By Cristina Serra
Annualising salaries can be complicated business and new rules are going to make the red tape even redder. Currently, some modern awards allow a flexible agreement between employers and employees to annualise their salaries.
This means, under certain parameters, the operational bureaucracy of calculating overtime, penalties, etc. can be avoided.
An employer can provide a salary that incorporates these extra amounts by paying a higher than normal rate.
In effect, it allows employers to ‘buy’ out various award entitlements – instead of having to calculate and pay actual hours each roster period.

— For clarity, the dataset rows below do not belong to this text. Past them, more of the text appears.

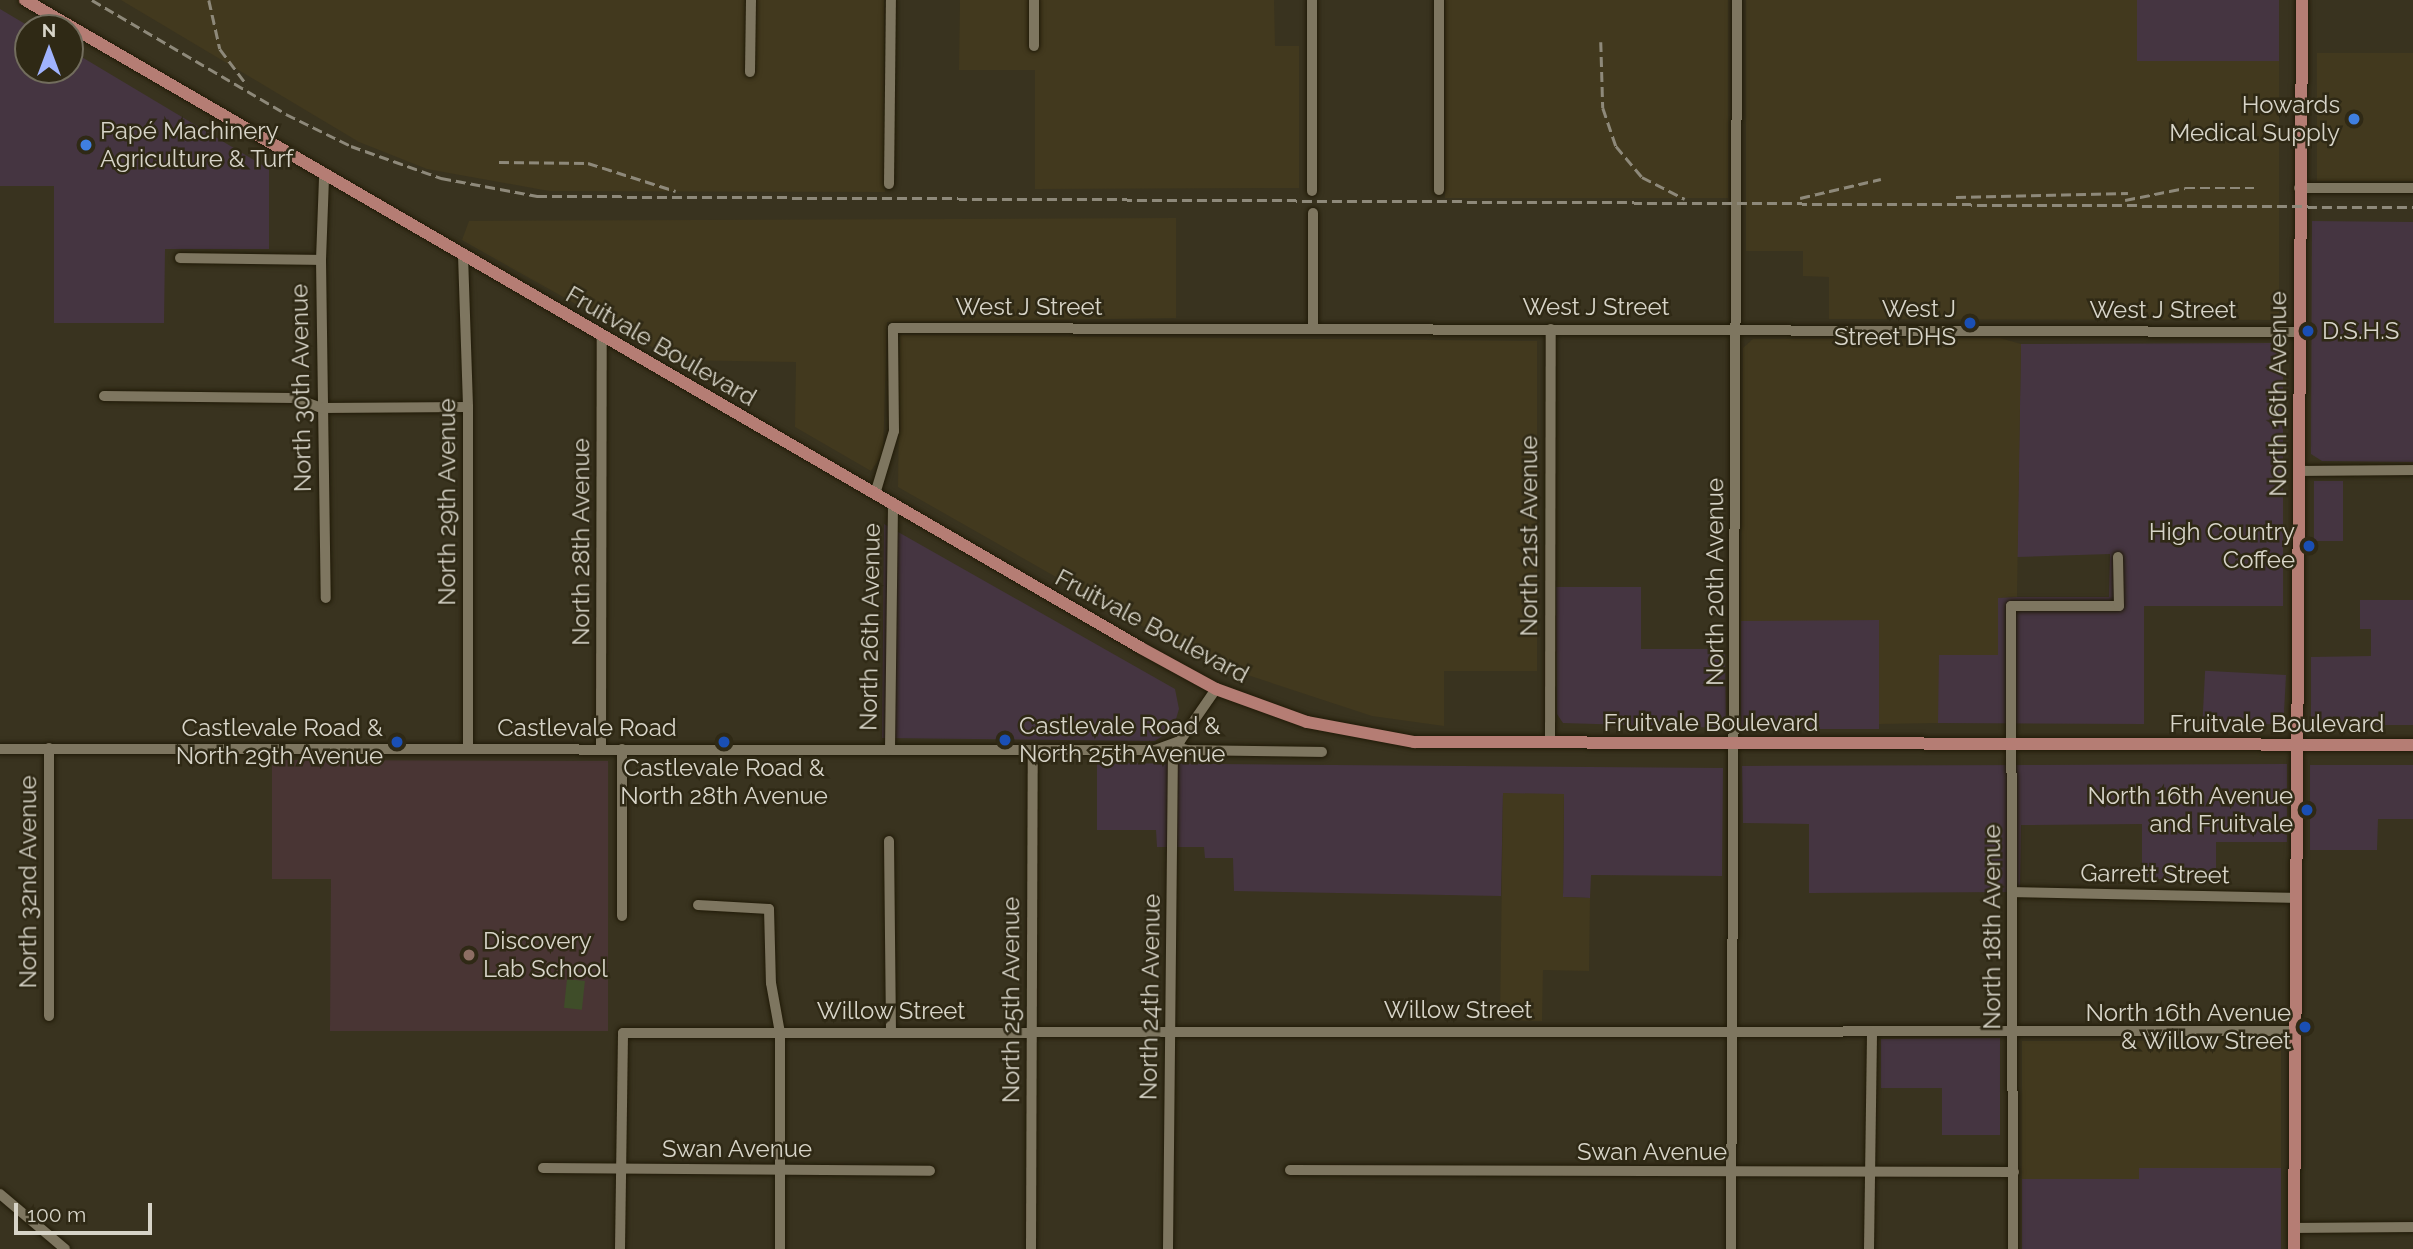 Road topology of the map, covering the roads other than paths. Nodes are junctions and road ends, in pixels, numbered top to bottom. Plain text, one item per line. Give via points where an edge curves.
1 (25, 0) edge
2 (751, 0) edge
3 (891, 0) edge
4 (1034, 0) edge
5 (1312, 0) edge
6 (1439, 0) edge
7 (1737, 0) edge
8 (2302, 0) edge
9 (1034, 47) dead end
10 (750, 72) dead end
11 (324, 178) junction
12 (889, 184) dead end
13 (2299, 188) junction
14 (2413, 188) edge
15 (1439, 190) dead end
16 (1312, 191) dead end
17 (1312, 213) dead end
18 (463, 255) junction
19 (180, 258) dead end
20 (321, 260) junction
21 (1313, 327) junction
22 (893, 328) joint
23 (1736, 328) junction
24 (1551, 329) junction
25 (2299, 332) junction
26 (602, 336) junction
27 (104, 396) dead end
28 (468, 407) junction
29 (322, 408) junction
30 (2413, 470) edge
31 (2300, 471) junction
32 (876, 494) junction
33 (893, 504) junction
34 (2118, 557) dead end
35 (326, 598) dead end
36 (1216, 690) junction
37 (1550, 743) junction
38 (2296, 744) junction
39 (1735, 745) junction
40 (2413, 745) edge
41 (1173, 746) junction
42 (2012, 746) junction
43 (49, 748) junction
44 (0, 749) edge
45 (468, 749) junction
46 (601, 749) junction
47 (622, 749) junction
48 (890, 750) junction
49 (1033, 751) junction
50 (1322, 752) dead end
51 (889, 841) dead end
52 (2014, 892) junction
53 (2295, 898) junction
54 (698, 905) dead end
55 (622, 916) dead end
56 (49, 1016) dead end
57 (891, 1030) junction
58 (2012, 1030) junction
59 (1172, 1031) junction
60 (1872, 1031) junction
61 (2294, 1031) junction
62 (780, 1032) junction
63 (1032, 1032) junction
64 (1732, 1032) junction
65 (543, 1168) dead end
66 (780, 1170) junction
67 (1290, 1170) dead end
68 (620, 1171) junction
69 (930, 1171) dead end
70 (2014, 1172) junction
71 (1732, 1173) junction
72 (1870, 1174) junction
73 (0, 1194) edge
74 (2413, 1227) edge
75 (2294, 1228) junction
76 (65, 1249) edge
77 (620, 1249) edge
78 (780, 1249) edge
79 (1031, 1249) edge
80 (1168, 1249) edge
81 (1731, 1249) edge
82 (1869, 1249) edge
83 (2013, 1249) edge
84 (2294, 1249) edge

1 - 11 main road, Fruitvale Boulevard
2 - 10 street
3 - 12 street
4 - 9 street
5 - 16 street
6 - 15 street
7 - 23 street, North 20th Avenue
8 - 13 main road, North 16th Avenue
11 - 18 main road, Fruitvale Boulevard
11 - 20 street, North 30th Avenue
13 - 14 street
13 - 25 main road, North 16th Avenue
17 - 21 street
18 - 26 main road, Fruitvale Boulevard
18 - 28 street, North 29th Avenue
19 - 20 street
20 - 29 street, North 30th Avenue
21 - 22 street, West J Street
21 - 24 street, West J Street
22 - 32 street, North 26th Avenue via 894,430
23 - 24 street, West J Street
23 - 25 street, West J Street
23 - 39 street, North 20th Avenue
24 - 37 street, North 21st Avenue
25 - 31 main road, North 16th Avenue
26 - 32 main road, Fruitvale Boulevard
26 - 46 street, North 28th Avenue
27 - 29 street via 294,398
28 - 29 street
28 - 45 street, North 29th Avenue
29 - 35 street, North 30th Avenue
30 - 31 street
31 - 38 main road, North 16th Avenue
32 - 33 main road, Fruitvale Boulevard
33 - 36 main road, Fruitvale Boulevard
33 - 48 street, North 26th Avenue
34 - 42 street, North 18th Avenue via 2119,606 2011,606
36 - 37 main road, Fruitvale Boulevard via 1307,722 1364,735 1414,742
36 - 41 street
37 - 39 main road, Fruitvale Boulevard
38 - 40 main road, Fruitvale Boulevard
38 - 42 main road, Fruitvale Boulevard
38 - 53 main road, North 16th Avenue
39 - 42 main road, Fruitvale Boulevard
39 - 64 street, North 20th Avenue
41 - 49 street, Castlevale Road
41 - 50 street, Castlevale Road
41 - 59 street, North 24th Avenue
42 - 52 street, North 18th Avenue
43 - 44 street, Castlevale Road
43 - 45 street, Castlevale Road
43 - 56 street, North 32nd Avenue
45 - 46 street, Castlevale Road
46 - 47 street, Castlevale Road
47 - 48 street, Castlevale Road
47 - 55 street
48 - 49 street, Castlevale Road
49 - 63 street, North 25th Avenue
51 - 57 street
52 - 53 street, Garrett Street
52 - 58 street, North 18th Avenue
53 - 61 main road, North 16th Avenue
54 - 62 street via 769,909 771,983
57 - 62 street, Willow Street
57 - 63 street, Willow Street
58 - 60 street, Willow Street
58 - 61 street, Willow Street
58 - 70 street, North 18th Avenue
59 - 63 street, Willow Street
59 - 64 street, Willow Street
59 - 80 street, North 24th Avenue
60 - 64 street, Willow Street
60 - 72 street
61 - 75 main road, North 16th Avenue
62 - 66 street
62 - 68 street, Willow Street via 623,1033
63 - 79 street, North 25th Avenue
64 - 71 street, North 20th Avenue
65 - 68 street, Swan Avenue
66 - 68 street, Swan Avenue
66 - 69 street, Swan Avenue
66 - 78 street
67 - 71 street, Swan Avenue
68 - 77 street
70 - 72 street, Swan Avenue
70 - 83 street, North 18th Avenue
71 - 72 street, Swan Avenue
71 - 81 street, North 20th Avenue
72 - 82 street
73 - 76 street
74 - 75 street
75 - 84 main road, North 16th Avenue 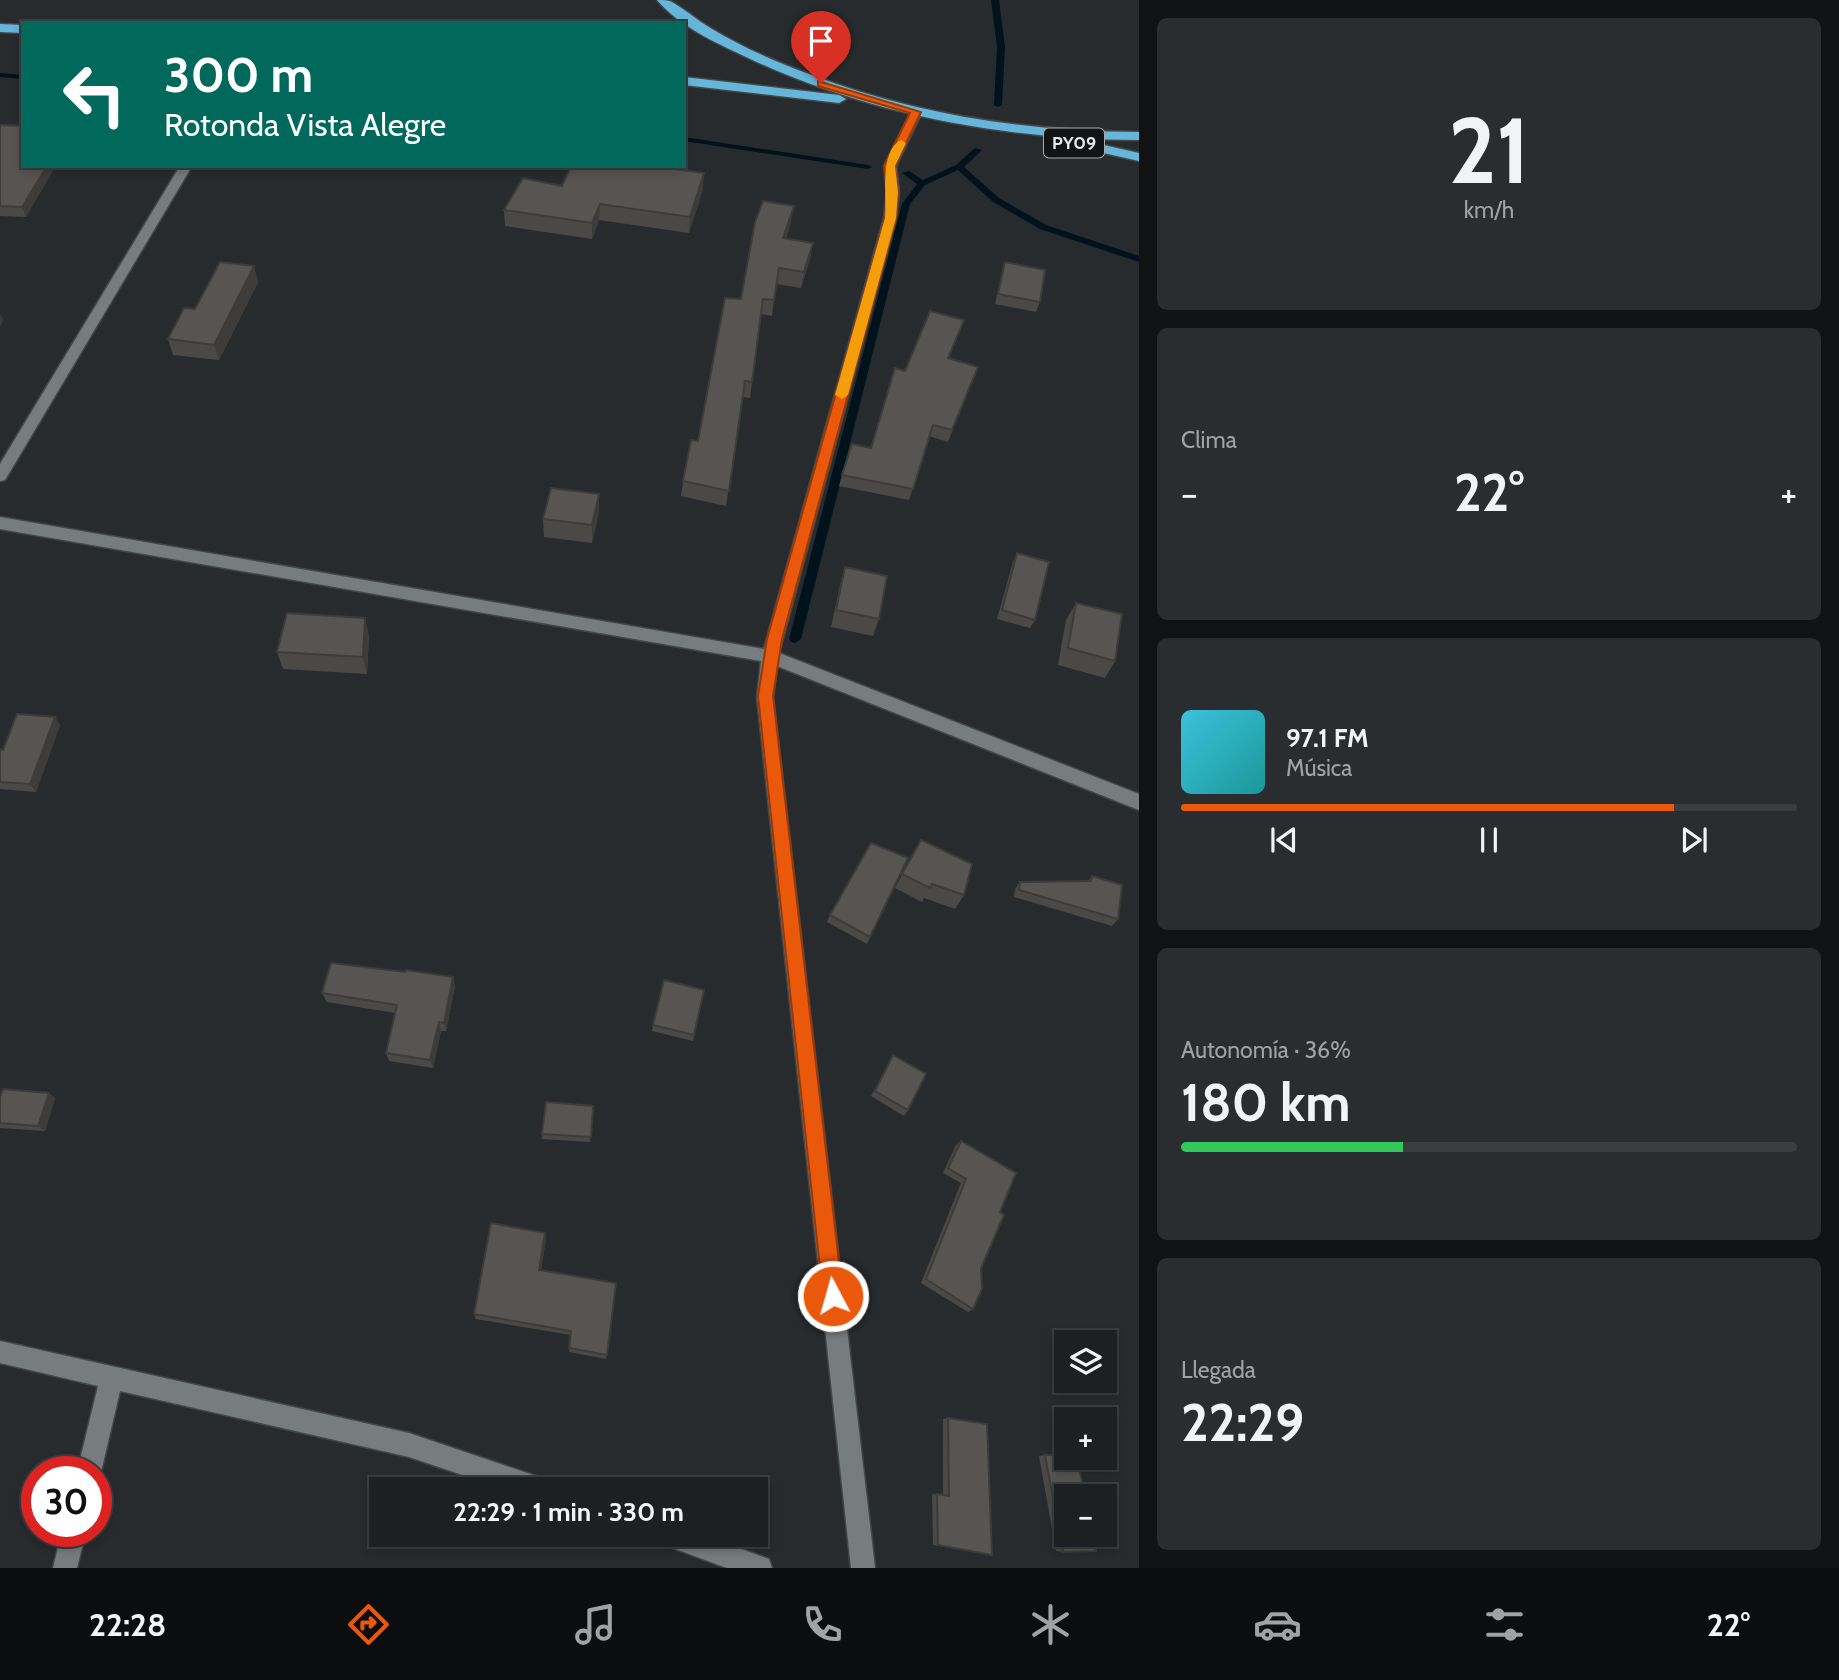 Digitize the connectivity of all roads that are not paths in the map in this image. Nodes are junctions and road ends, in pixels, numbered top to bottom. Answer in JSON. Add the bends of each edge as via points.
{"nodes":[{"id":1,"x":663,"y":0,"type":"edge"},
{"id":2,"x":0,"y":28,"type":"edge"},
{"id":3,"x":21,"y":29,"type":"edge"},
{"id":4,"x":686,"y":81,"type":"edge"},
{"id":5,"x":885,"y":104,"type":"junction"},
{"id":6,"x":916,"y":112,"type":"junction"},
{"id":7,"x":1009,"y":128,"type":"junction"},
{"id":8,"x":1139,"y":136,"type":"edge"},
{"id":9,"x":1139,"y":157,"type":"edge"},
{"id":10,"x":185,"y":168,"type":"edge"},
{"id":11,"x":0,"y":476,"type":"edge"},
{"id":12,"x":0,"y":523,"type":"edge"},
{"id":13,"x":770,"y":656,"type":"junction"},
{"id":14,"x":1139,"y":802,"type":"edge"},
{"id":15,"x":0,"y":1352,"type":"edge"},
{"id":16,"x":112,"y":1377,"type":"junction"},
{"id":17,"x":93,"y":1456,"type":"edge"},
{"id":18,"x":504,"y":1477,"type":"edge"},
{"id":19,"x":70,"y":1547,"type":"edge"},
{"id":20,"x":703,"y":1547,"type":"edge"},
{"id":21,"x":65,"y":1568,"type":"edge"},
{"id":22,"x":760,"y":1568,"type":"edge"},
{"id":23,"x":863,"y":1568,"type":"edge"}],
"edges":[{"from":1,"to":5,"type":"highway","number":"PY09","via":[[728,44],[800,77]]},
{"from":2,"to":3,"type":"highway"},
{"from":4,"to":5,"type":"highway","number":"PY09"},
{"from":5,"to":6,"type":"highway","number":"PY09"},
{"from":6,"to":7,"type":"highway","number":"PY09"},
{"from":6,"to":13,"type":"street","via":[[890,166],[890,218]]},
{"from":7,"to":8,"type":"highway","number":"PY09"},
{"from":7,"to":9,"type":"highway","number":"PY09"},
{"from":10,"to":11,"type":"street"},
{"from":12,"to":13,"type":"street"},
{"from":13,"to":14,"type":"street"},
{"from":13,"to":23,"type":"street","via":[[767,710]]},
{"from":15,"to":16,"type":"street"},
{"from":16,"to":17,"type":"street"},
{"from":16,"to":18,"type":"street","via":[[409,1445]]},
{"from":19,"to":21,"type":"street"},
{"from":20,"to":22,"type":"street"}]}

But here is the issue – if you are paying less than the actual hours worked – then you may have an underpayment claim on your hands. The Fair Work Commission has introduced some new obligations on employers paying annual salaries under these provisions.
Rules from March 1, 2020:
- Keep a written document outlining the conditions of the agreement;
- Only available to full time employees;
- Information on how annualised wage is calculated and what it compensates them for;
- The outer limits of their ordinary hours each pay period;
- An annual reconciliation (from the day of the agreement);
- Shortfalls must be paid within 14 days;
- Records of start and finish times, including unpaid breaks;
- Employee sign off.
How will your payroll system cope with these changes?
At this stage it only affects certain Awards such as Banking, Finance and Insurance Award 2010 and Clerks, Private sector Award 2010 (contact the TCCI to see if your award is in this list). It is envisaged the Fair Work Commission will introduce these changes to other Awards. But, it is unclear how this will affect employment Contracts.
If you have annualised salary components in Employment Contracts, ensure they are legally compliant with well drafted clauses covering the salary components you wish to include.